Scan the records below for the word "AVENUE". Copy each line where it appears.

• Data for review
┄┄┄┄┄┄┄┄┄┄┄┄┄┄┄┄┄┄┄┄

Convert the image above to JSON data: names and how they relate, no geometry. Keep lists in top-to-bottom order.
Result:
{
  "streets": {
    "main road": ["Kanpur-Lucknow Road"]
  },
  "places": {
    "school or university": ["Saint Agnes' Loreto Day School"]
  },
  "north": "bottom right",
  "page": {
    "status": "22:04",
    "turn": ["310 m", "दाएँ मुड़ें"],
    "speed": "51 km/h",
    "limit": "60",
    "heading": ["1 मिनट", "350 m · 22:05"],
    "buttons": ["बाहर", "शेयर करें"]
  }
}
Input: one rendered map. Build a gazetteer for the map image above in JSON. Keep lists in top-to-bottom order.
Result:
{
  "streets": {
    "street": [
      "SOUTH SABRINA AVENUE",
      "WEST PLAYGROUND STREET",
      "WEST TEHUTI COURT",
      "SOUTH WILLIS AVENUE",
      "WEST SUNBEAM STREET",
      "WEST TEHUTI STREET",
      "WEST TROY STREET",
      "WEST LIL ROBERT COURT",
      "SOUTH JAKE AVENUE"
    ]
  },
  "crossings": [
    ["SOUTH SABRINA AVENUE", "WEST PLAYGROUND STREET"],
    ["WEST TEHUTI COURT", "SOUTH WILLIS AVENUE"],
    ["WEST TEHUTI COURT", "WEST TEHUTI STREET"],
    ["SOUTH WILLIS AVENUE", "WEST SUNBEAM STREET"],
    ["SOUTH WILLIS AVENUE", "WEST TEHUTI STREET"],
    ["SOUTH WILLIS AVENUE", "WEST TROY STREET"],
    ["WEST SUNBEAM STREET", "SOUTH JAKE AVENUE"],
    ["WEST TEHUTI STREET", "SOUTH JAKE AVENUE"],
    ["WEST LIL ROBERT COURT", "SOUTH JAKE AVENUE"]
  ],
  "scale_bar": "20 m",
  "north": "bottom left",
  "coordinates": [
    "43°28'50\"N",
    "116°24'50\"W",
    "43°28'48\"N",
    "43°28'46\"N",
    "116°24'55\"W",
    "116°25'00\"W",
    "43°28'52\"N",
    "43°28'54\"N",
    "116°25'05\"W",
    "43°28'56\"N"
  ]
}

┄┄┄┄┄┄┄┄┄┄┄┄┄┄┄┄┄┄┄┄

• Output for this exercise
      "SOUTH SABRINA AVENUE",
      "SOUTH WILLIS AVENUE",
      "SOUTH JAKE AVENUE"
    ["SOUTH SABRINA AVENUE", "WEST PLAYGROUND STREET"],
    ["WEST TEHUTI COURT", "SOUTH WILLIS AVENUE"],
    ["SOUTH WILLIS AVENUE", "WEST SUNBEAM STREET"],
    ["SOUTH WILLIS AVENUE", "WEST TEHUTI STREET"],
    ["SOUTH WILLIS AVENUE", "WEST TROY STREET"],
    ["WEST SUNBEAM STREET", "SOUTH JAKE AVENUE"],
    ["WEST TEHUTI STREET", "SOUTH JAKE AVENUE"],
    ["WEST LIL ROBERT COURT", "SOUTH JAKE AVENUE"]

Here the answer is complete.